Work request:
A word-for-word copy of the data, pictures excluded, is what this task asks for.

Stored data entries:
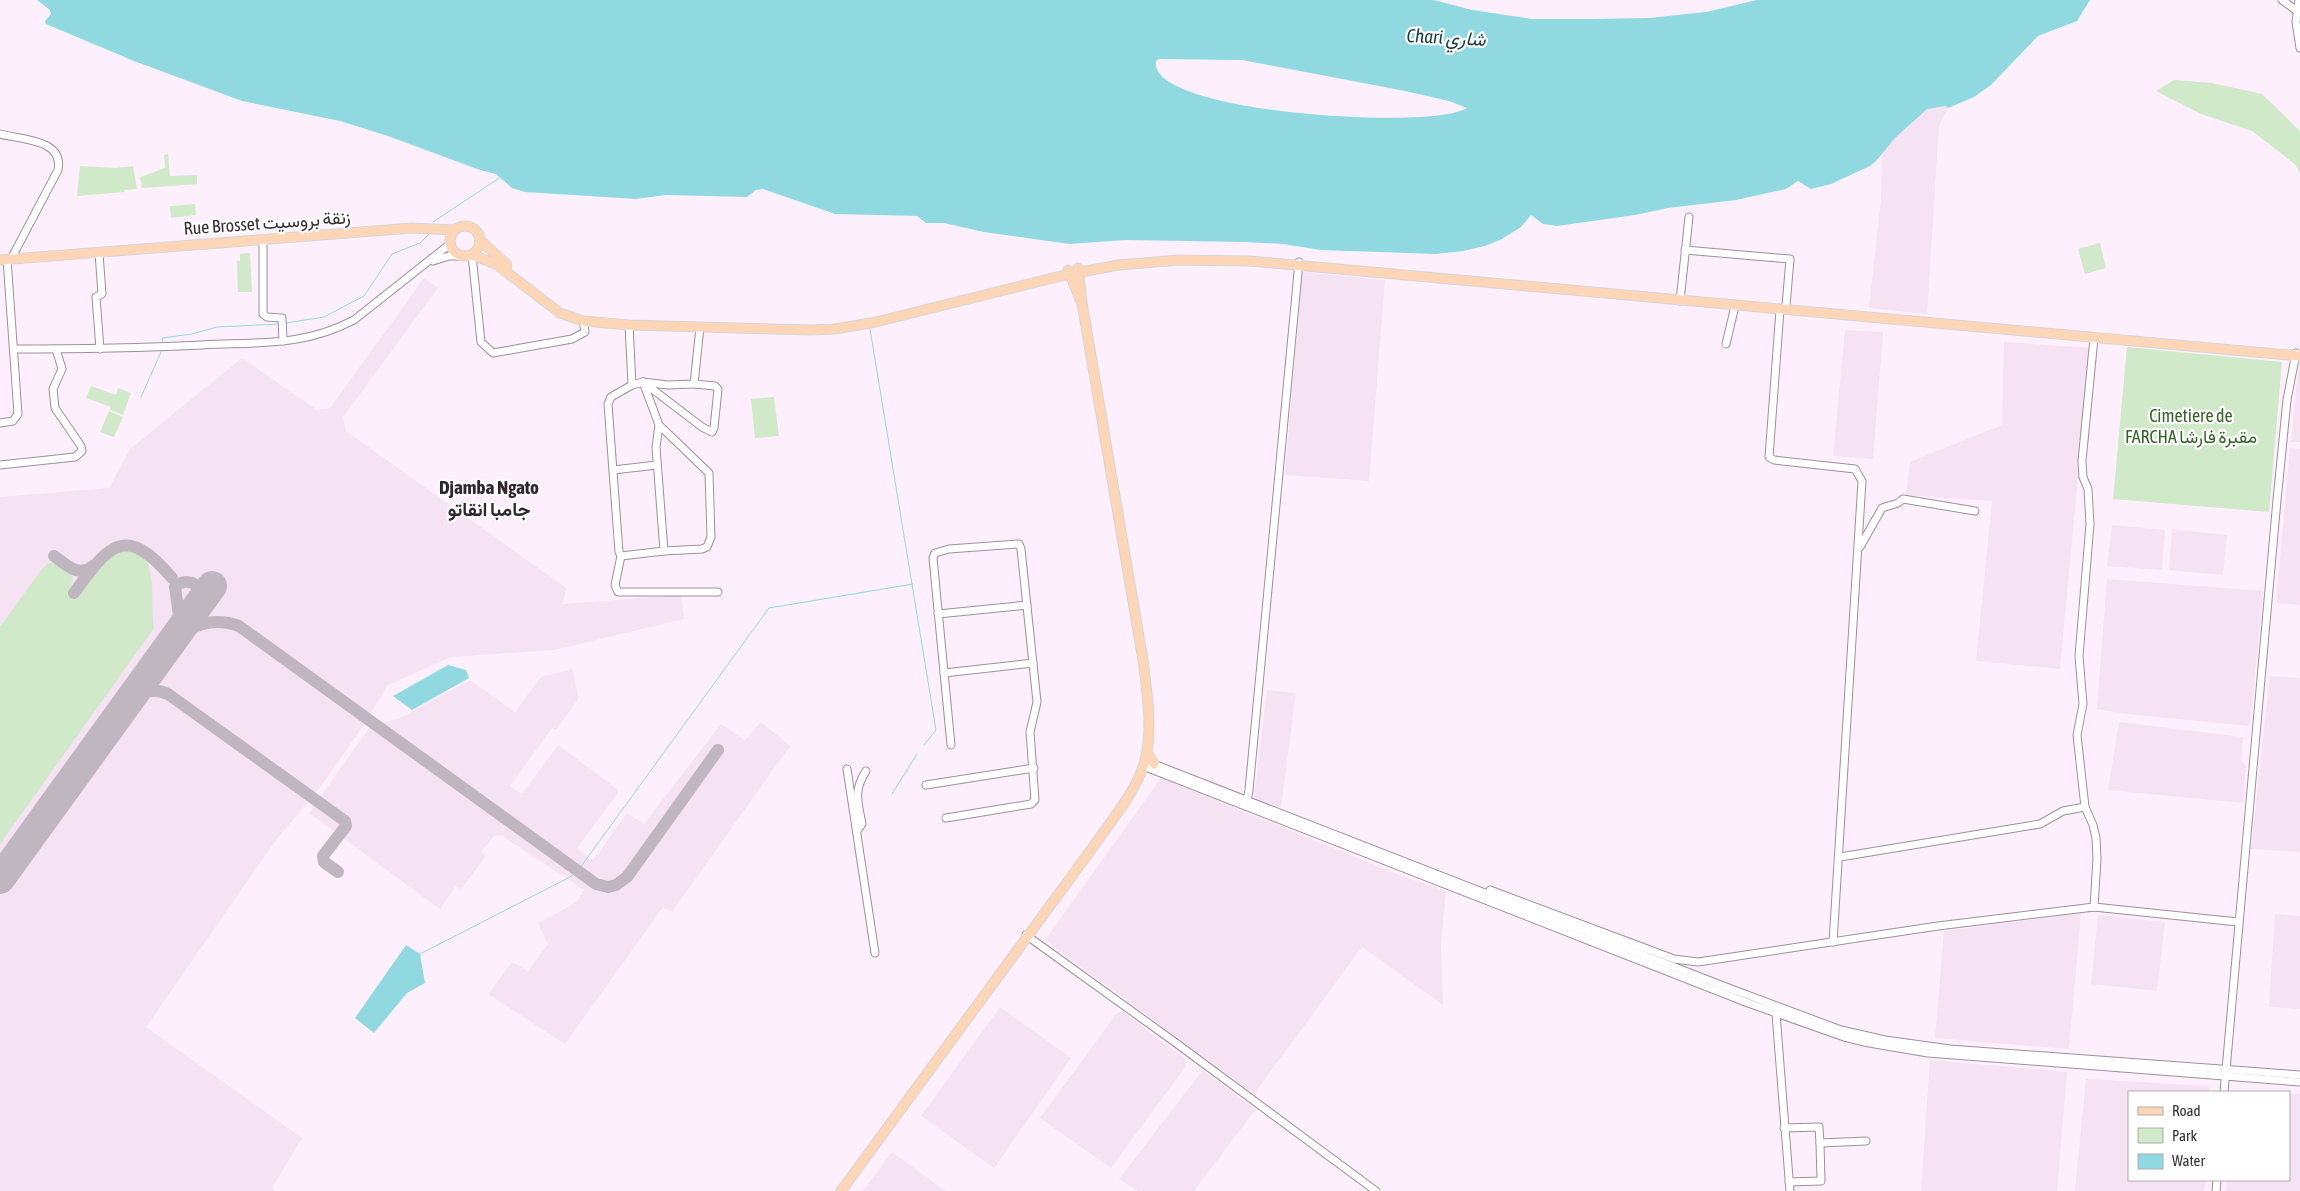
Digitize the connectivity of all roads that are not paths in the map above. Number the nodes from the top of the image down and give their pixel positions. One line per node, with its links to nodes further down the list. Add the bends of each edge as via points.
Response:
1 (2282, 0): 3 (street)
2 (2299, 0): 3 (street)
3 (2298, 12): 4 (street)
4 (2300, 48)
5 (0, 134): 11 (street, via 45,144 59,157 58,170)
6 (1689, 217): 13 (street)
7 (438, 230): 8 (main road, Rue Brosset زنقة بروسيت); 10 (main road, Rue Brosset زنقة بروسيت, via 412,228); 12 (main road)
8 (455, 230): 9 (main road, via 462,226 470,227); 12 (main road)
9 (480, 240): 15 (main road); 31 (main road, via 552,302 574,314)
10 (263, 241): 14 (main road, Rue Brosset زنقة بروسيت); 34 (street, via 263,314 282,318)
11 (20, 242): 17 (street, via 22,252); 18 (street)
12 (450, 242): 16 (main road, via 453,251); 20 (street)
13 (1685, 250): 26 (street); 28 (street, via 1790,259)
14 (99, 253): 17 (main road, Rue Brosset زنقة بروسيت); 38 (street, via 102,294 96,297)
15 (472, 255): 16 (main road); 29 (main road, via 496,264 560,314); 29 (street, via 481,342 493,353 572,338 585,332)
16 (460, 256): 20 (street, via 441,258)
17 (28, 257): 18 (main road, Rue Brosset زنقة بروسيت)
18 (6, 259): 36 (street)
19 (1299, 264): 21 (main road, via 1179,260); 22 (main road, via 1202,255 1131,259); 26 (main road); 63 (street)
20 (422, 268): 34 (street, via 354,320 320,335)
21 (1093, 269): 22 (main road); 25 (main road)
22 (1078, 270): 23 (main road); 25 (main road)
23 (1068, 272): 24 (main road); 25 (main road); 31 (main road, via 834,325)
24 (1058, 277): 25 (main road); 31 (main road, via 835,329)
25 (1078, 290): 58 (main road, via 1143,660 1148,714)
26 (1680, 298): 27 (main road); 28 (main road)
27 (1735, 306): 28 (main road); 35 (street)
28 (1783, 308): 32 (main road); 49 (street, via 1769,456 1774,460 1855,469 1862,481)
29 (583, 322): 30 (main road)
30 (629, 325): 31 (main road); 42 (street)
31 (696, 325): 41 (street)
32 (2036, 331): 33 (main road); 39 (main road)
33 (2094, 338): 39 (main road); 64 (street, via 2082,461 2090,524 2079,656 2083,704 2076,735)
34 (284, 341): 38 (street)
35 (1726, 344)
36 (14, 349): 37 (street); 43 (street, via 18,414 13,421)
37 (56, 349): 38 (street); 45 (street, via 62,369 52,388 55,408 82,451 75,457)
38 (100, 349)
39 (2298, 354): 70 (street, via 2287,400)
40 (643, 382): 41 (street); 41 (street, via 711,432 718,389); 42 (street); 44 (street)
41 (694, 384)
42 (632, 385): 47 (street, via 608,402)
43 (0, 423)
44 (659, 425): 46 (street); 50 (street, via 705,467 711,481 707,547)
45 (0, 464)
46 (656, 465): 47 (street); 50 (street)
47 (613, 470): 51 (street, via 616,534)
48 (1975, 511): 49 (street, via 1903,500 1882,508)
49 (1859, 549): 67 (street)
50 (664, 551): 51 (street)
51 (621, 556): 52 (street, via 615,585 618,592)
52 (718, 592)
53 (1027, 605): 54 (street); 54 (street, via 1019,544 949,550 935,553 933,558); 55 (street)
54 (938, 614): 56 (street)
55 (1033, 663): 56 (street); 59 (street, via 1037,702 1030,732)
56 (944, 673): 57 (street)
57 (951, 745)
58 (1146, 764): 63 (street); 71 (main road, via 1124,803)
59 (1034, 768): 62 (street); 65 (street, via 1034,800 1031,804)
60 (847, 770): 66 (street)
61 (866, 771): 66 (street, via 859,782 857,795 862,824)
62 (926, 785)
63 (1246, 804): 68 (street)
64 (2085, 807): 67 (street, via 2063,811 2040,824); 69 (street, via 2096,838)
65 (946, 818)
66 (856, 831): 73 (street)
67 (1840, 857): 72 (street)
68 (1456, 885): 72 (street, via 1462,880 1470,882 1686,962 1708,962); 74 (street); 75 (street, via 1841,1030 1928,1046)
69 (2094, 907): 70 (street); 72 (street)
70 (2238, 922): 75 (street)
71 (1026, 935): 83 (main road); 84 (street)
72 (1833, 942)
73 (875, 953)
74 (1776, 1014): 75 (street, via 1861,1041 1928,1053); 79 (street)
75 (2225, 1073): 76 (street); 77 (street); 78 (street)
76 (2300, 1075)
77 (2300, 1082)
78 (2224, 1091)
79 (1784, 1128): 81 (street, via 1819,1127); 82 (street)
80 (1866, 1142): 81 (street)
81 (1820, 1143): 82 (street, via 1821,1181)
82 (1789, 1182): 85 (street)
83 (841, 1191)
84 (1376, 1191)
85 (1790, 1191)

Response below:
Digitize the connectivity of all roads that are not paths in the map above. Number the nodes from the top of the image down and give their pixel positions. One line per node, with its links to nodes further down the list. Add the bends of each edge as via points.
Response:
1 (2282, 0): 3 (street)
2 (2299, 0): 3 (street)
3 (2298, 12): 4 (street)
4 (2300, 48)
5 (0, 134): 11 (street, via 45,144 59,157 58,170)
6 (1689, 217): 13 (street)
7 (438, 230): 8 (main road, Rue Brosset زنقة بروسيت); 10 (main road, Rue Brosset زنقة بروسيت, via 412,228); 12 (main road)
8 (455, 230): 9 (main road, via 462,226 470,227); 12 (main road)
9 (480, 240): 15 (main road); 31 (main road, via 552,302 574,314)
10 (263, 241): 14 (main road, Rue Brosset زنقة بروسيت); 34 (street, via 263,314 282,318)
11 (20, 242): 17 (street, via 22,252); 18 (street)
12 (450, 242): 16 (main road, via 453,251); 20 (street)
13 (1685, 250): 26 (street); 28 (street, via 1790,259)
14 (99, 253): 17 (main road, Rue Brosset زنقة بروسيت); 38 (street, via 102,294 96,297)
15 (472, 255): 16 (main road); 29 (main road, via 496,264 560,314); 29 (street, via 481,342 493,353 572,338 585,332)
16 (460, 256): 20 (street, via 441,258)
17 (28, 257): 18 (main road, Rue Brosset زنقة بروسيت)
18 (6, 259): 36 (street)
19 (1299, 264): 21 (main road, via 1179,260); 22 (main road, via 1202,255 1131,259); 26 (main road); 63 (street)
20 (422, 268): 34 (street, via 354,320 320,335)
21 (1093, 269): 22 (main road); 25 (main road)
22 (1078, 270): 23 (main road); 25 (main road)
23 (1068, 272): 24 (main road); 25 (main road); 31 (main road, via 834,325)
24 (1058, 277): 25 (main road); 31 (main road, via 835,329)
25 (1078, 290): 58 (main road, via 1143,660 1148,714)
26 (1680, 298): 27 (main road); 28 (main road)
27 (1735, 306): 28 (main road); 35 (street)
28 (1783, 308): 32 (main road); 49 (street, via 1769,456 1774,460 1855,469 1862,481)
29 (583, 322): 30 (main road)
30 (629, 325): 31 (main road); 42 (street)
31 (696, 325): 41 (street)
32 (2036, 331): 33 (main road); 39 (main road)
33 (2094, 338): 39 (main road); 64 (street, via 2082,461 2090,524 2079,656 2083,704 2076,735)
34 (284, 341): 38 (street)
35 (1726, 344)
36 (14, 349): 37 (street); 43 (street, via 18,414 13,421)
37 (56, 349): 38 (street); 45 (street, via 62,369 52,388 55,408 82,451 75,457)
38 (100, 349)
39 (2298, 354): 70 (street, via 2287,400)
40 (643, 382): 41 (street); 41 (street, via 711,432 718,389); 42 (street); 44 (street)
41 (694, 384)
42 (632, 385): 47 (street, via 608,402)
43 (0, 423)
44 (659, 425): 46 (street); 50 (street, via 705,467 711,481 707,547)
45 (0, 464)
46 (656, 465): 47 (street); 50 (street)
47 (613, 470): 51 (street, via 616,534)
48 (1975, 511): 49 (street, via 1903,500 1882,508)
49 (1859, 549): 67 (street)
50 (664, 551): 51 (street)
51 (621, 556): 52 (street, via 615,585 618,592)
52 (718, 592)
53 (1027, 605): 54 (street); 54 (street, via 1019,544 949,550 935,553 933,558); 55 (street)
54 (938, 614): 56 (street)
55 (1033, 663): 56 (street); 59 (street, via 1037,702 1030,732)
56 (944, 673): 57 (street)
57 (951, 745)
58 (1146, 764): 63 (street); 71 (main road, via 1124,803)
59 (1034, 768): 62 (street); 65 (street, via 1034,800 1031,804)
60 (847, 770): 66 (street)
61 (866, 771): 66 (street, via 859,782 857,795 862,824)
62 (926, 785)
63 (1246, 804): 68 (street)
64 (2085, 807): 67 (street, via 2063,811 2040,824); 69 (street, via 2096,838)
65 (946, 818)
66 (856, 831): 73 (street)
67 (1840, 857): 72 (street)
68 (1456, 885): 72 (street, via 1462,880 1470,882 1686,962 1708,962); 74 (street); 75 (street, via 1841,1030 1928,1046)
69 (2094, 907): 70 (street); 72 (street)
70 (2238, 922): 75 (street)
71 (1026, 935): 83 (main road); 84 (street)
72 (1833, 942)
73 (875, 953)
74 (1776, 1014): 75 (street, via 1861,1041 1928,1053); 79 (street)
75 (2225, 1073): 76 (street); 77 (street); 78 (street)
76 (2300, 1075)
77 (2300, 1082)
78 (2224, 1091)
79 (1784, 1128): 81 (street, via 1819,1127); 82 (street)
80 (1866, 1142): 81 (street)
81 (1820, 1143): 82 (street, via 1821,1181)
82 (1789, 1182): 85 (street)
83 (841, 1191)
84 (1376, 1191)
85 (1790, 1191)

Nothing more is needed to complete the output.